--- WHAT TO WORK ON ---
From the data below, return all lines holding the string "Latorre".

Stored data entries
____

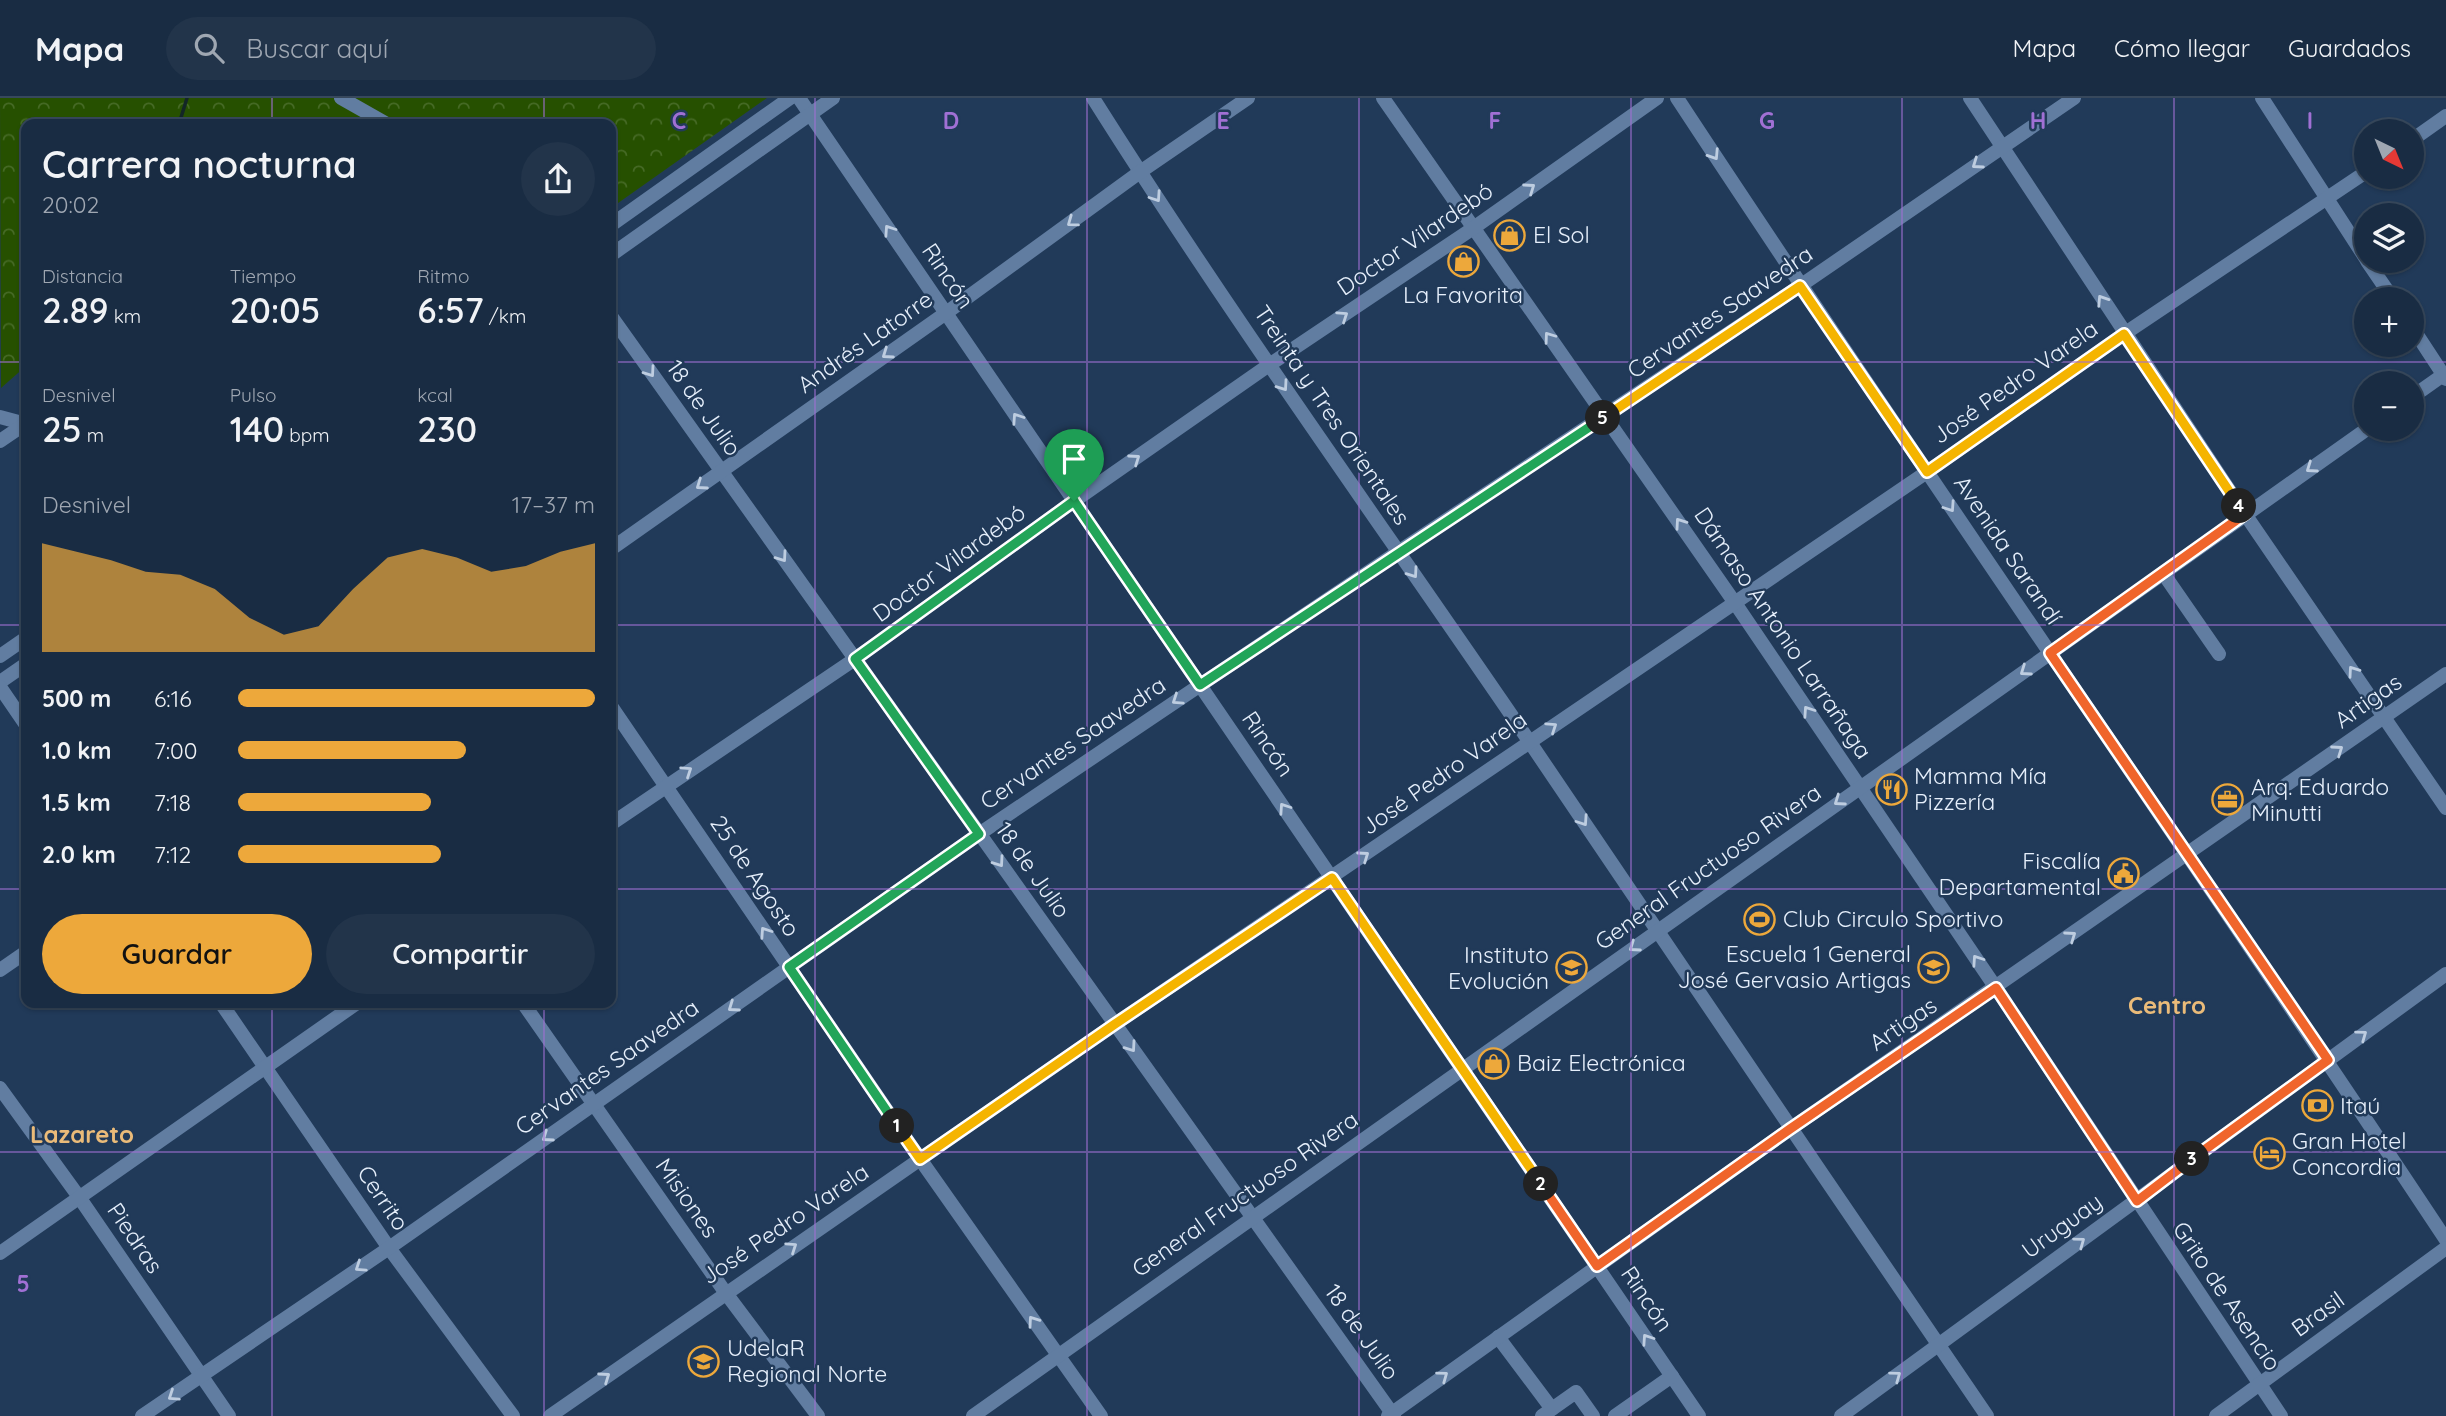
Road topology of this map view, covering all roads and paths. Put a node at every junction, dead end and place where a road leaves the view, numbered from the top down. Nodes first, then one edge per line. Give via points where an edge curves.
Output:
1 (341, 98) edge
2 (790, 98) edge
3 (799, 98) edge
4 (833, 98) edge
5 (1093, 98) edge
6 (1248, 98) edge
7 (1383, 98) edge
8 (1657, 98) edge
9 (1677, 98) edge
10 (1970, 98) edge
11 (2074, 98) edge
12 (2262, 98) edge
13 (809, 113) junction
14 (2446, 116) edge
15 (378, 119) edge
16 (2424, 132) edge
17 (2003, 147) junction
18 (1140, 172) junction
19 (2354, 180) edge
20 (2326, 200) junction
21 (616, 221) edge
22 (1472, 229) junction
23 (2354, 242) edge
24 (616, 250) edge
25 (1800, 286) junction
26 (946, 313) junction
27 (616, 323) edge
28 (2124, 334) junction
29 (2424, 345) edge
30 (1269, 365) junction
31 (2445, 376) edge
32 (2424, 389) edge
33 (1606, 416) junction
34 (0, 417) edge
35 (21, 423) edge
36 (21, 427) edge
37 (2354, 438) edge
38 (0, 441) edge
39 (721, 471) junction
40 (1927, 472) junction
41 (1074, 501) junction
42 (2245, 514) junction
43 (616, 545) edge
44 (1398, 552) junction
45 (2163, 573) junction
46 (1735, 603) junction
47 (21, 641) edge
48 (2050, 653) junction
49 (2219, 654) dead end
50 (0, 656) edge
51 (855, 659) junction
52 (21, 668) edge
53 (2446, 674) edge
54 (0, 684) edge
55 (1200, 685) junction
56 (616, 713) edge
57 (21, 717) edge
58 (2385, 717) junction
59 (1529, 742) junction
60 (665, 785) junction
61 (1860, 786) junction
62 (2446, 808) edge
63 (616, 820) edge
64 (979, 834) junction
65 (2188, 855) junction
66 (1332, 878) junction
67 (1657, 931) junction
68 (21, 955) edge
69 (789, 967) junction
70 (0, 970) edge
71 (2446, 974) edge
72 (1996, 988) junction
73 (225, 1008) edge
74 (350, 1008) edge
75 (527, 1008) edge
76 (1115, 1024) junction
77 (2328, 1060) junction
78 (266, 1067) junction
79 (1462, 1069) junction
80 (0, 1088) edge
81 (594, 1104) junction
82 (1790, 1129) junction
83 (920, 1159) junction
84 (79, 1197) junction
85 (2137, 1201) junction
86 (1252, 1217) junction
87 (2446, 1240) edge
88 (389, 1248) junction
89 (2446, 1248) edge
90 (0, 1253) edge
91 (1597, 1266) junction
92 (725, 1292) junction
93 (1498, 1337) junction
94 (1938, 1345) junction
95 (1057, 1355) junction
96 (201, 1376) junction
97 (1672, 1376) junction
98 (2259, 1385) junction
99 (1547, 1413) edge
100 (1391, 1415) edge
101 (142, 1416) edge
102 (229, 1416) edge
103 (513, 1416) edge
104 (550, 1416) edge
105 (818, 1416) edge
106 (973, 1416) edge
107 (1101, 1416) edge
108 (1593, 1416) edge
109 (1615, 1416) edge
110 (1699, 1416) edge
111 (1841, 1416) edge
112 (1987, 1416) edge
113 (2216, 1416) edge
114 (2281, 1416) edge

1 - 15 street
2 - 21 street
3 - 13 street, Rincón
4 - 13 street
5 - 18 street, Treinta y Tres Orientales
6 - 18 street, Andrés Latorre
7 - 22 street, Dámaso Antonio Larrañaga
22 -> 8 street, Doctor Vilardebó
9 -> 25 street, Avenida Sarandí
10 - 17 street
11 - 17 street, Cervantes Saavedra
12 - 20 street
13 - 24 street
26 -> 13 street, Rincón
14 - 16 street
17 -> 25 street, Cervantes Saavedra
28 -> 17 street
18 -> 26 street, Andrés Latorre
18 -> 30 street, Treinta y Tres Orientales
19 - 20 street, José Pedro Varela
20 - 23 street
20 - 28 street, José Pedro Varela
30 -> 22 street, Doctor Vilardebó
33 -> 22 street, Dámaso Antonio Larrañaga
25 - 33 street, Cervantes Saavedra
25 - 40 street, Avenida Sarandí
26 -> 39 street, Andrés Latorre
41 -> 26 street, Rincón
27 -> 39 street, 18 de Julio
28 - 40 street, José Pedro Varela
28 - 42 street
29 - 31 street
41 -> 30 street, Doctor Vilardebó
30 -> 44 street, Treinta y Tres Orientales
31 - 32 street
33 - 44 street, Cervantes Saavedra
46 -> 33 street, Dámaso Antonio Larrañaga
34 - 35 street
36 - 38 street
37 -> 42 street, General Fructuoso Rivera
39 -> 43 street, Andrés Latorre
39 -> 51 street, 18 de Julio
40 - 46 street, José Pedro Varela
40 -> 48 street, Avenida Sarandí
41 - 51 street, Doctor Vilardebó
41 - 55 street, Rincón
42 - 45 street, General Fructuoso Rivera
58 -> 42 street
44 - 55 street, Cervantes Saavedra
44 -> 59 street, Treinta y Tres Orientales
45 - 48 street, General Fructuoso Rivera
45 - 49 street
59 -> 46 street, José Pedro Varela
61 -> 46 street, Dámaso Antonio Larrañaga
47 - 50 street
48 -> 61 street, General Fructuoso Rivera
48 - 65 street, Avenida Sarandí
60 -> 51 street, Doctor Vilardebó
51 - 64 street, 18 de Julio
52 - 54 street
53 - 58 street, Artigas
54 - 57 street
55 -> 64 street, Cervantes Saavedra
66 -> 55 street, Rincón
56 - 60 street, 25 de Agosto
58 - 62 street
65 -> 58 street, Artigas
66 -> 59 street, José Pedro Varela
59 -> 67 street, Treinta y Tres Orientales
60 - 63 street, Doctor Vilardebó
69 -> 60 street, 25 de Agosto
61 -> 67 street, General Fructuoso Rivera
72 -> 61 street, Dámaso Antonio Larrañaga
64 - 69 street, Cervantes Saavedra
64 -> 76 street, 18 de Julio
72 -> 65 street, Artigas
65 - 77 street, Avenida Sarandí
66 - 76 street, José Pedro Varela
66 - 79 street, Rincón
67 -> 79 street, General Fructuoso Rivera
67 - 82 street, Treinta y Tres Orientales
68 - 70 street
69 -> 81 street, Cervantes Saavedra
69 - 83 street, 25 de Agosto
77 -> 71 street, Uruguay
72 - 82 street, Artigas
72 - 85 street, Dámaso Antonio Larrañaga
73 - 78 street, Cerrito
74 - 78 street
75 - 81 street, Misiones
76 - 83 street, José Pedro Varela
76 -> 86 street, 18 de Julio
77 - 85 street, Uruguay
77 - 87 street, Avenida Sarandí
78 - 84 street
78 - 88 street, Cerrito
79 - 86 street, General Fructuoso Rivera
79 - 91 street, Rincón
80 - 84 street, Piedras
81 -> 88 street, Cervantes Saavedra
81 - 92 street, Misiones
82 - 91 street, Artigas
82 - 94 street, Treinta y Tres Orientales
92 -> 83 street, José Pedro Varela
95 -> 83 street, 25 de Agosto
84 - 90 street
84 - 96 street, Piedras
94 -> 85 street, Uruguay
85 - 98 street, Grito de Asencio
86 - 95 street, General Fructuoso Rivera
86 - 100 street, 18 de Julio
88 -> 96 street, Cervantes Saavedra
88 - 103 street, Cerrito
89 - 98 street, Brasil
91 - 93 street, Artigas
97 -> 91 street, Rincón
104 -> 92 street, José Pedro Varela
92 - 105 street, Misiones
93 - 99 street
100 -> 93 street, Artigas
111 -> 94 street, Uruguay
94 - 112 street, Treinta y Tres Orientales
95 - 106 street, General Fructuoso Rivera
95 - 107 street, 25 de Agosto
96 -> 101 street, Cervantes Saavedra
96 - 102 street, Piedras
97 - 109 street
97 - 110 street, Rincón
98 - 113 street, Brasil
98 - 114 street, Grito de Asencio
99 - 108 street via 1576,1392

____

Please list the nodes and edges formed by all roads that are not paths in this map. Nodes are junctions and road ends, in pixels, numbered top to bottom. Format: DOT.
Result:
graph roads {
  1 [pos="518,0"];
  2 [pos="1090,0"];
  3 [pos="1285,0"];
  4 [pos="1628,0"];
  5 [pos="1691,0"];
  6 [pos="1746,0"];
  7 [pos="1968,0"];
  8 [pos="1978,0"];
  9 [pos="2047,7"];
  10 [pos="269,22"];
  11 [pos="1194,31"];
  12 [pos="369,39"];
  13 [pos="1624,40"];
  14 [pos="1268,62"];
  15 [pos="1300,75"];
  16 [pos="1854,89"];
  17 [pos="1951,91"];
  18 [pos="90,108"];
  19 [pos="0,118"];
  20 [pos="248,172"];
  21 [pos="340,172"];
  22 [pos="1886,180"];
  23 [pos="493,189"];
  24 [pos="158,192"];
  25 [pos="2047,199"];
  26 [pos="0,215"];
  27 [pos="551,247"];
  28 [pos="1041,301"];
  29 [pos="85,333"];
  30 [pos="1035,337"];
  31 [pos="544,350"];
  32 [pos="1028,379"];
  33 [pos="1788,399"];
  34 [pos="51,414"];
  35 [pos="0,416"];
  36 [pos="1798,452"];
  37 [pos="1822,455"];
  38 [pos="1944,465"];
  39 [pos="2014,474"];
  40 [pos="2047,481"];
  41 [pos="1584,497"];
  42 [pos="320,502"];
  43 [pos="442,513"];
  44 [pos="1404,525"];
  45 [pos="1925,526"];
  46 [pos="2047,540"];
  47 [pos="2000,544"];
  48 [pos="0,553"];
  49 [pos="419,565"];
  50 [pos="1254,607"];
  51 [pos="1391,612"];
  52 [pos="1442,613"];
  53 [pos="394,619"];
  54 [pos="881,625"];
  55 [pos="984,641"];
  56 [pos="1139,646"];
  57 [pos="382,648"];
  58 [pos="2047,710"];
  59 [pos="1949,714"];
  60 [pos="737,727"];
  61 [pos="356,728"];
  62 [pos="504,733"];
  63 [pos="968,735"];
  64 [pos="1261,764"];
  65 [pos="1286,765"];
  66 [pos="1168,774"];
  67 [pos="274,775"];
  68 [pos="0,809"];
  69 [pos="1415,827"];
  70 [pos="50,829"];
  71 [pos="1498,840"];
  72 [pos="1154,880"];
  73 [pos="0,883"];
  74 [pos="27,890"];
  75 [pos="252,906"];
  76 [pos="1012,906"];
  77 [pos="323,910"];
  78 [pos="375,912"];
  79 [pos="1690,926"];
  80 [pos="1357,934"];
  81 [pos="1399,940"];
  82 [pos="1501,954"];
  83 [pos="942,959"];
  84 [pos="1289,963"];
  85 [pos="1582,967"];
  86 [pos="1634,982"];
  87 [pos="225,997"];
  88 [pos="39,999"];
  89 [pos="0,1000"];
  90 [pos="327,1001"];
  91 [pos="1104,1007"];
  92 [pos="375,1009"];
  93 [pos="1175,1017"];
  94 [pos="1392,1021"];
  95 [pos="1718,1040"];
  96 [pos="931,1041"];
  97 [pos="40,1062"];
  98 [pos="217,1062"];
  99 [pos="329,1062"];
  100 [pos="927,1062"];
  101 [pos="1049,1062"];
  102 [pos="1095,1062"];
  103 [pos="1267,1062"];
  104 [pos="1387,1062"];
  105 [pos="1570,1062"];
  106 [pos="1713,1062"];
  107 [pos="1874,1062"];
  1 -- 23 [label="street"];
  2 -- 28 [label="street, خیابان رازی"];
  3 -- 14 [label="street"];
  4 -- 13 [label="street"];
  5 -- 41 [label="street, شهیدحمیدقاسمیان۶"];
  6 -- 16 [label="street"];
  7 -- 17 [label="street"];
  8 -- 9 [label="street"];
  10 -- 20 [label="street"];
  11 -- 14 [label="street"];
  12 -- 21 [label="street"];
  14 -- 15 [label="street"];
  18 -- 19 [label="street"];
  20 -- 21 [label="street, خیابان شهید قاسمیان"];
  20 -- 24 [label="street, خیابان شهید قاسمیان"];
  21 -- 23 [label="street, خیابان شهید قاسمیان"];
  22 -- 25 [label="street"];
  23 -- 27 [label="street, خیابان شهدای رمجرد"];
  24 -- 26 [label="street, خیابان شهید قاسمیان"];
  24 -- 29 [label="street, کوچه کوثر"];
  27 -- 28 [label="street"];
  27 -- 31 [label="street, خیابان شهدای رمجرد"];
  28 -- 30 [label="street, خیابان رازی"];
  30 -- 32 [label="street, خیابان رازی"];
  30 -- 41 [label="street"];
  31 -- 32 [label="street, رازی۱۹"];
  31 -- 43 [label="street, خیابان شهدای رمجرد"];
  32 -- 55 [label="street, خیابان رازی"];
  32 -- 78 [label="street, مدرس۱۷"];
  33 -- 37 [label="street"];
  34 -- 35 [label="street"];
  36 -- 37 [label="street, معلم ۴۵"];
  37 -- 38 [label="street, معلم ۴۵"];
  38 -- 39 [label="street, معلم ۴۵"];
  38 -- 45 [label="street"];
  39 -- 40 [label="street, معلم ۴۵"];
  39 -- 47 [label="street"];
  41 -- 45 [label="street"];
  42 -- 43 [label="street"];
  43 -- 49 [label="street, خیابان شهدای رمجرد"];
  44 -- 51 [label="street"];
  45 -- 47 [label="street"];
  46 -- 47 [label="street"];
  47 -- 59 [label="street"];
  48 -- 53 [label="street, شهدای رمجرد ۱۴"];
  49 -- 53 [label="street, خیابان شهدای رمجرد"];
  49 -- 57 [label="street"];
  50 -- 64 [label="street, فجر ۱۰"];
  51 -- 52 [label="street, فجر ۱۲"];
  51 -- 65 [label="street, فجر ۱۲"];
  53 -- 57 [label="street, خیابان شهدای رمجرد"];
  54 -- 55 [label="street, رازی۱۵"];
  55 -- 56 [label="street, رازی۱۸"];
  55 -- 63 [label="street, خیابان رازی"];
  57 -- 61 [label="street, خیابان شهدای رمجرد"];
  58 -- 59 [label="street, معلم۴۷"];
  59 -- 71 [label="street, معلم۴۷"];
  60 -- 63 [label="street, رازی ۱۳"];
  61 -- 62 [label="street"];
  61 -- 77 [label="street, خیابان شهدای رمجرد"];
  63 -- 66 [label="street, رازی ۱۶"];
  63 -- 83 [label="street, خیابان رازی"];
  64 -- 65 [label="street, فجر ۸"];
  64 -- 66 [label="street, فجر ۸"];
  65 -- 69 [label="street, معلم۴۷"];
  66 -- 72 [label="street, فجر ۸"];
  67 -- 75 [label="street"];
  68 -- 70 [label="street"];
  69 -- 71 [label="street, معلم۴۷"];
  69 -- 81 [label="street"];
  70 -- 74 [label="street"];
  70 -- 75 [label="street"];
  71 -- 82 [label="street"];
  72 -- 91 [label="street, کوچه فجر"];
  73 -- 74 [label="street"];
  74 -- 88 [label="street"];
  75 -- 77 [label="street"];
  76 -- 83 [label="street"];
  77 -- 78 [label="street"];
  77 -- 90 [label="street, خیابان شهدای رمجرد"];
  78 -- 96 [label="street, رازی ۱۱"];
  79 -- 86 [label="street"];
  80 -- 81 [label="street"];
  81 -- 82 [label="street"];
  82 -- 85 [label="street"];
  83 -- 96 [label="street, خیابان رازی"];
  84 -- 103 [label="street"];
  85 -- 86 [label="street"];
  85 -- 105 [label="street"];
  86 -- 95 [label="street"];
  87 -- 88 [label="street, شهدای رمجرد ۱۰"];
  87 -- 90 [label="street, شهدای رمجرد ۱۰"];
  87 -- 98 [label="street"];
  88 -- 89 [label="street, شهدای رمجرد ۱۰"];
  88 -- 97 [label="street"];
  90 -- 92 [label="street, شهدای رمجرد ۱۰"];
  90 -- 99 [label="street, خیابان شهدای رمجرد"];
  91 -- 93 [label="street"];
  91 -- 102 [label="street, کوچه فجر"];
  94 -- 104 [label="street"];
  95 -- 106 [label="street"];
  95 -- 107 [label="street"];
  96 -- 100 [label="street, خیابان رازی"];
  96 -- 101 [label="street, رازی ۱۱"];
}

____

--- SOLUTION BELOW ---
6 - 18 street, Andrés Latorre
18 -> 26 street, Andrés Latorre
26 -> 39 street, Andrés Latorre
39 -> 43 street, Andrés Latorre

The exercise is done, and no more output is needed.